*Description of the task*: Below you will find a set of lines. Repeat them all exactly.

*Saved entries*:

◇ ◇ ◇

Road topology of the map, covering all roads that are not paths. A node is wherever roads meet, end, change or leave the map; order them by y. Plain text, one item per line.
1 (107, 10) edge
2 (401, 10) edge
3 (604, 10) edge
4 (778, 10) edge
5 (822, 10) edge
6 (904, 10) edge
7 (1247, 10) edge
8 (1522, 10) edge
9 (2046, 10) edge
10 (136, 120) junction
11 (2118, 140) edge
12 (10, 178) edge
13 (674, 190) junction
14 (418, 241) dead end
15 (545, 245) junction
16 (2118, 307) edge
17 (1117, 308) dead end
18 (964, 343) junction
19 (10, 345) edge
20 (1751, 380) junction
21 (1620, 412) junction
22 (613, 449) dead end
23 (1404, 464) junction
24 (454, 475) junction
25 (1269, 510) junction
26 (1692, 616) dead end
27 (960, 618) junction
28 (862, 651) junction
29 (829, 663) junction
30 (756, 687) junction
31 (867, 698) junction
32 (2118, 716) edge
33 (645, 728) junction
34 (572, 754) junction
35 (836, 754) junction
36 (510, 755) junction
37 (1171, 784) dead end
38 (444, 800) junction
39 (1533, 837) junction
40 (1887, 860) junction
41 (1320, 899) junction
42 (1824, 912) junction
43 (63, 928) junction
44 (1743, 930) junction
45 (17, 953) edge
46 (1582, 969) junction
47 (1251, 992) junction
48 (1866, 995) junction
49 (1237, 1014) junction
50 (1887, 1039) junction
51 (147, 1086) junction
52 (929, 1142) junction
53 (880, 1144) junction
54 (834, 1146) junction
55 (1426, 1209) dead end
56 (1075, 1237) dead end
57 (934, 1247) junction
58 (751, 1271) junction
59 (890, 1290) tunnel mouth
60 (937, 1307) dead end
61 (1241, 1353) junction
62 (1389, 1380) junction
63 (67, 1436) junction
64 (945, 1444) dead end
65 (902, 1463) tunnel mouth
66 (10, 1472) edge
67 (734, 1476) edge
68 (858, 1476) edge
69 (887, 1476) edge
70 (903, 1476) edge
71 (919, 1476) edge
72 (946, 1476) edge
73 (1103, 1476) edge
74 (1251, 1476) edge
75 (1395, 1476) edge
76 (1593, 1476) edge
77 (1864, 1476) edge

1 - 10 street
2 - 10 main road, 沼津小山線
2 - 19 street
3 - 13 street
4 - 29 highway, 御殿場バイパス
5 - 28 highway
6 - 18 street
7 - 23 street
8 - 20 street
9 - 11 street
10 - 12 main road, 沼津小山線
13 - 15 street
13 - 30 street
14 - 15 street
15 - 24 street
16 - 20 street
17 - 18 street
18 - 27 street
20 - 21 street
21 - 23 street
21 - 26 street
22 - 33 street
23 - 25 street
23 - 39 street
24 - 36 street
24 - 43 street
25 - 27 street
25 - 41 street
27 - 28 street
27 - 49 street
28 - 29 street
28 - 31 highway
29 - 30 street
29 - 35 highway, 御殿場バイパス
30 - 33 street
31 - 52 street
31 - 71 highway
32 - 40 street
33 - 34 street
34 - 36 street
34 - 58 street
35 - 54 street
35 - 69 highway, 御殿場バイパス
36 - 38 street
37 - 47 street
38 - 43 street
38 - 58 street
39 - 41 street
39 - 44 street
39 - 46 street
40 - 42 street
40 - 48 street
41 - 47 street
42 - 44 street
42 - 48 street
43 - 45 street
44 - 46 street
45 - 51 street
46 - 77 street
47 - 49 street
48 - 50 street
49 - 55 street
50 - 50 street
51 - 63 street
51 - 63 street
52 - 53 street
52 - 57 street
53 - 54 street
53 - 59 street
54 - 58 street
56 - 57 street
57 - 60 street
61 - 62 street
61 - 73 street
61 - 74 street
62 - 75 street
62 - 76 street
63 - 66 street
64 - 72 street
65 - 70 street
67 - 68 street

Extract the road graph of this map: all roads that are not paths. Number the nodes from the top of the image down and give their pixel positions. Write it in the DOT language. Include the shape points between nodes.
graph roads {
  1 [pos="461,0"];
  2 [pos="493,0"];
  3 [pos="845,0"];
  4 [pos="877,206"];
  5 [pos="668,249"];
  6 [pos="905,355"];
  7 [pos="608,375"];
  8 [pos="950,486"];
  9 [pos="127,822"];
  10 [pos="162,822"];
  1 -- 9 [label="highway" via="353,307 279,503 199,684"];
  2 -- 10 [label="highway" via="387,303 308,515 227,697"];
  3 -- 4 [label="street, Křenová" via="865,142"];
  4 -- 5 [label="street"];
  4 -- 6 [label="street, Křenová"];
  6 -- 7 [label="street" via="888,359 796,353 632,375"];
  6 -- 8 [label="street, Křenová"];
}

◇ ◇ ◇

*The completed task*:
Road topology of the map, covering all roads that are not paths. A node is wherever roads meet, end, change or leave the map; order them by y. Plain text, one item per line.
1 (107, 10) edge
2 (401, 10) edge
3 (604, 10) edge
4 (778, 10) edge
5 (822, 10) edge
6 (904, 10) edge
7 (1247, 10) edge
8 (1522, 10) edge
9 (2046, 10) edge
10 (136, 120) junction
11 (2118, 140) edge
12 (10, 178) edge
13 (674, 190) junction
14 (418, 241) dead end
15 (545, 245) junction
16 (2118, 307) edge
17 (1117, 308) dead end
18 (964, 343) junction
19 (10, 345) edge
20 (1751, 380) junction
21 (1620, 412) junction
22 (613, 449) dead end
23 (1404, 464) junction
24 (454, 475) junction
25 (1269, 510) junction
26 (1692, 616) dead end
27 (960, 618) junction
28 (862, 651) junction
29 (829, 663) junction
30 (756, 687) junction
31 (867, 698) junction
32 (2118, 716) edge
33 (645, 728) junction
34 (572, 754) junction
35 (836, 754) junction
36 (510, 755) junction
37 (1171, 784) dead end
38 (444, 800) junction
39 (1533, 837) junction
40 (1887, 860) junction
41 (1320, 899) junction
42 (1824, 912) junction
43 (63, 928) junction
44 (1743, 930) junction
45 (17, 953) edge
46 (1582, 969) junction
47 (1251, 992) junction
48 (1866, 995) junction
49 (1237, 1014) junction
50 (1887, 1039) junction
51 (147, 1086) junction
52 (929, 1142) junction
53 (880, 1144) junction
54 (834, 1146) junction
55 (1426, 1209) dead end
56 (1075, 1237) dead end
57 (934, 1247) junction
58 (751, 1271) junction
59 (890, 1290) tunnel mouth
60 (937, 1307) dead end
61 (1241, 1353) junction
62 (1389, 1380) junction
63 (67, 1436) junction
64 (945, 1444) dead end
65 (902, 1463) tunnel mouth
66 (10, 1472) edge
67 (734, 1476) edge
68 (858, 1476) edge
69 (887, 1476) edge
70 (903, 1476) edge
71 (919, 1476) edge
72 (946, 1476) edge
73 (1103, 1476) edge
74 (1251, 1476) edge
75 (1395, 1476) edge
76 (1593, 1476) edge
77 (1864, 1476) edge

1 - 10 street
2 - 10 main road, 沼津小山線
2 - 19 street
3 - 13 street
4 - 29 highway, 御殿場バイパス
5 - 28 highway
6 - 18 street
7 - 23 street
8 - 20 street
9 - 11 street
10 - 12 main road, 沼津小山線
13 - 15 street
13 - 30 street
14 - 15 street
15 - 24 street
16 - 20 street
17 - 18 street
18 - 27 street
20 - 21 street
21 - 23 street
21 - 26 street
22 - 33 street
23 - 25 street
23 - 39 street
24 - 36 street
24 - 43 street
25 - 27 street
25 - 41 street
27 - 28 street
27 - 49 street
28 - 29 street
28 - 31 highway
29 - 30 street
29 - 35 highway, 御殿場バイパス
30 - 33 street
31 - 52 street
31 - 71 highway
32 - 40 street
33 - 34 street
34 - 36 street
34 - 58 street
35 - 54 street
35 - 69 highway, 御殿場バイパス
36 - 38 street
37 - 47 street
38 - 43 street
38 - 58 street
39 - 41 street
39 - 44 street
39 - 46 street
40 - 42 street
40 - 48 street
41 - 47 street
42 - 44 street
42 - 48 street
43 - 45 street
44 - 46 street
45 - 51 street
46 - 77 street
47 - 49 street
48 - 50 street
49 - 55 street
50 - 50 street
51 - 63 street
51 - 63 street
52 - 53 street
52 - 57 street
53 - 54 street
53 - 59 street
54 - 58 street
56 - 57 street
57 - 60 street
61 - 62 street
61 - 73 street
61 - 74 street
62 - 75 street
62 - 76 street
63 - 66 street
64 - 72 street
65 - 70 street
67 - 68 street

Extract the road graph of this map: all roads that are not paths. Number the nodes from the top of the image down and give their pixel positions. Write it in the DOT language. Include the shape points between nodes.
graph roads {
  1 [pos="461,0"];
  2 [pos="493,0"];
  3 [pos="845,0"];
  4 [pos="877,206"];
  5 [pos="668,249"];
  6 [pos="905,355"];
  7 [pos="608,375"];
  8 [pos="950,486"];
  9 [pos="127,822"];
  10 [pos="162,822"];
  1 -- 9 [label="highway" via="353,307 279,503 199,684"];
  2 -- 10 [label="highway" via="387,303 308,515 227,697"];
  3 -- 4 [label="street, Křenová" via="865,142"];
  4 -- 5 [label="street"];
  4 -- 6 [label="street, Křenová"];
  6 -- 7 [label="street" via="888,359 796,353 632,375"];
  6 -- 8 [label="street, Křenová"];
}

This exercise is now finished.